A note on compiling the Jane Eyre translation list

Dr Eleni Philippou (Prismatic Translation’s Postdoctoral Researcher) discusses her experience of putting together a list of Jane Eyre’s many translations from across the world.

I first studied Charlotte Bronte’s Jane Eyre in a sun-filled classroom at WITS University in South Africa with a rather grumpy English Professor. If I remember correctly it was part of a drearily-entitled course called ‘The Novel’ in which Jane Eyre stood side by side with D.H. Lawrence’s Sons and Lovers and Charles Dickens’s Great Expectations. Of course, the material was far from dull: Jane Eyre was surprisingly contemporary and full of fire. A few years later, at the same university, I had the opportunity to rethink Jane Eyre in terms of Jean Rhys’s Wide Sargasso Sea (1966), a postcolonial and radical rewriting of Bronte’s novel. And now, many years later, I am once again studying Jane Eyre – not as an English or canonical novel, or even in terms of its relationship to postcolonial politics, but as a global novel. ‘A global novel?’, you ask skeptically. Yes – exactly that! As you can see from this website, Jane Eyre has been translated hundreds of times over. And I know that better than anyone because I was responsible for putting together the list of all the 594 translations on which the maps on this website are based.

This translation list aims to chronicle all the languages into which Jane Eyre has been translated and by whom. It also includes when and where these translations were published, and how the title has been translated. It records the number of times specific translations have been reprinted. This may all sound relatively straightforward, but actually putting together such a list is more complicated than one might think. The project’s researchers contributed many entries, but it was my responsibility, building on work done by my predecessor Rachel Dryden, to consolidate the list and fill in languages not covered by the other researchers – including languages I don’t speak! A graduate student, Chelsea Haith, also contributed to the process, working through the untranslated titles and organizing the list by geographical coordinates. In this blog post, I’ll outline some of the process of collating such a list.

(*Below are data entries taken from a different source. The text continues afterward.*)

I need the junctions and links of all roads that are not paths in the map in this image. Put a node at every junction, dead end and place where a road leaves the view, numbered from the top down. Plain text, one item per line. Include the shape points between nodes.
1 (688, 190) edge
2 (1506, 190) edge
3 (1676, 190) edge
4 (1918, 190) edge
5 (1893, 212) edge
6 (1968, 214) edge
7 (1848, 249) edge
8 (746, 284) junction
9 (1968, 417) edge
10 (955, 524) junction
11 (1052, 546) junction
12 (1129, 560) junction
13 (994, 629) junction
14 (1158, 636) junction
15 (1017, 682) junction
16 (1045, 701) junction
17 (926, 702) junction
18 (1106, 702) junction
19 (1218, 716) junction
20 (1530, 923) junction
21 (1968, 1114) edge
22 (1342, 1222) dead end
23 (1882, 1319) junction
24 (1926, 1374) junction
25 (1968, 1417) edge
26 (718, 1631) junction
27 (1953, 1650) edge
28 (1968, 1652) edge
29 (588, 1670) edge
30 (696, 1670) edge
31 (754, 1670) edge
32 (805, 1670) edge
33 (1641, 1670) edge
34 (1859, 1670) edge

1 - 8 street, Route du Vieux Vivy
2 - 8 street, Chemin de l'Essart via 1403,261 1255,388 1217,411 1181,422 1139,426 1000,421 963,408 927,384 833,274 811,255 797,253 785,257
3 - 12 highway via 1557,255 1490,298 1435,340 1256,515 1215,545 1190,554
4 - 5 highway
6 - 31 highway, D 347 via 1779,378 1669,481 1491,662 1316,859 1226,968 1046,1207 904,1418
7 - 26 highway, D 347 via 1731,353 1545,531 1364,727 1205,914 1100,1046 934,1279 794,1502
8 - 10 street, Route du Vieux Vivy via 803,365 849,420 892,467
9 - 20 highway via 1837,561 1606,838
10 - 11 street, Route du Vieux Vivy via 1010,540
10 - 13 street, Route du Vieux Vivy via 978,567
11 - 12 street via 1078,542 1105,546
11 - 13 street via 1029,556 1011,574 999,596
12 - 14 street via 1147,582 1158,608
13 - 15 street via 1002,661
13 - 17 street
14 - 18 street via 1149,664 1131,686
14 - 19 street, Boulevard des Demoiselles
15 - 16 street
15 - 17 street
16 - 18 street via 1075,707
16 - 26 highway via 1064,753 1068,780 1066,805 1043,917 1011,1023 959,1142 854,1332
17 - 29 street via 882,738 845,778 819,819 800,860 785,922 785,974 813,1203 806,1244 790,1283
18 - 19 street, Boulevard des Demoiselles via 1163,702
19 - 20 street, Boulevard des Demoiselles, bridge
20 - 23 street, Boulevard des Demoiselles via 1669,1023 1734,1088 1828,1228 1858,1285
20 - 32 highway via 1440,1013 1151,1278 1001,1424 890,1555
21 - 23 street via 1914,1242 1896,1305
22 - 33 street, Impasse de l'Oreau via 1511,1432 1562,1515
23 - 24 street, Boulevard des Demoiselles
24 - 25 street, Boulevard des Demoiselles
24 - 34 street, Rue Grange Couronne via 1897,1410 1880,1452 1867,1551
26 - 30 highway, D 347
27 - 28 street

Worldcat and Index Translationum were the most obvious way of sourcing and verifying translations from different languages. For languages across the Balkans, COBISS proved useful, and in many instances national catalogues were quite reliable. However, even when using such catalogues, it was still difficult to secure information such as date or place of publication. Particularly for pre-twentieth century translations, information about the translator would often be missing.

Using English catalogues for languages with a non-Latin script proved to be a problem: even when we knew a specific translation existed, it sometimes didn’t show up on the catalogue owing to issues attached to transliteration or spelling. For some non-Latin scripts there was a discrepancy between the way that words from the same language were generated on two different catalogues. Consider, for example, Džen Ejr vs Dz︠h︡eĭn Eĭr for the Ukrainian translation of Jane Eyre. For Modern Greek, Jane Eyre on Worldcat alone is variously transliterated as Tzeēn Eyr; Tzeïn Eïr; Jein Eur; Tzaiēn Eyr, or Tzein Eir. Admittedly, this may be partly linked to the fact that in Greek itself Jane Eyre is translated either as Τζέην Ἔϋρ or Τζέιν Έιρ (sometimes with or without the diacritics or accents).

Reprintings were quite challenging to document. There are instances where the same translation has been reprinted by multiple different publishers over a series of years. This is fairly common across languages, although especially true of smaller languages. Although it is easy to track the initial reprinting of the same translation with a different publishing house, it is more difficult to track reprintings within individual publishing houses. This is contingent on the language and country, and I found this problem to be especially pronounced when dealing with the Greek material. It was often easier to appeal directly to Greek publishing houses about reprintings of particular translations than use online catalogues. For the most part, Greek publishing houses (or at least the ones that haven’t closed down during the financial crisis) were more than willing to offer details about reprintings.

It is perhaps interesting to note that compiling such a list was further frustrated by the fact that the book is not always called Jane Eyre in different languages! Czech translates the title as The Lowood Orphan and Finnish The Novel of a Governess. This phenomenon is explored in detail on the Prismatic Title page.

The full translation list will feature in the Prismatic Jane Eyre volume that will be published with Open Books in 2020.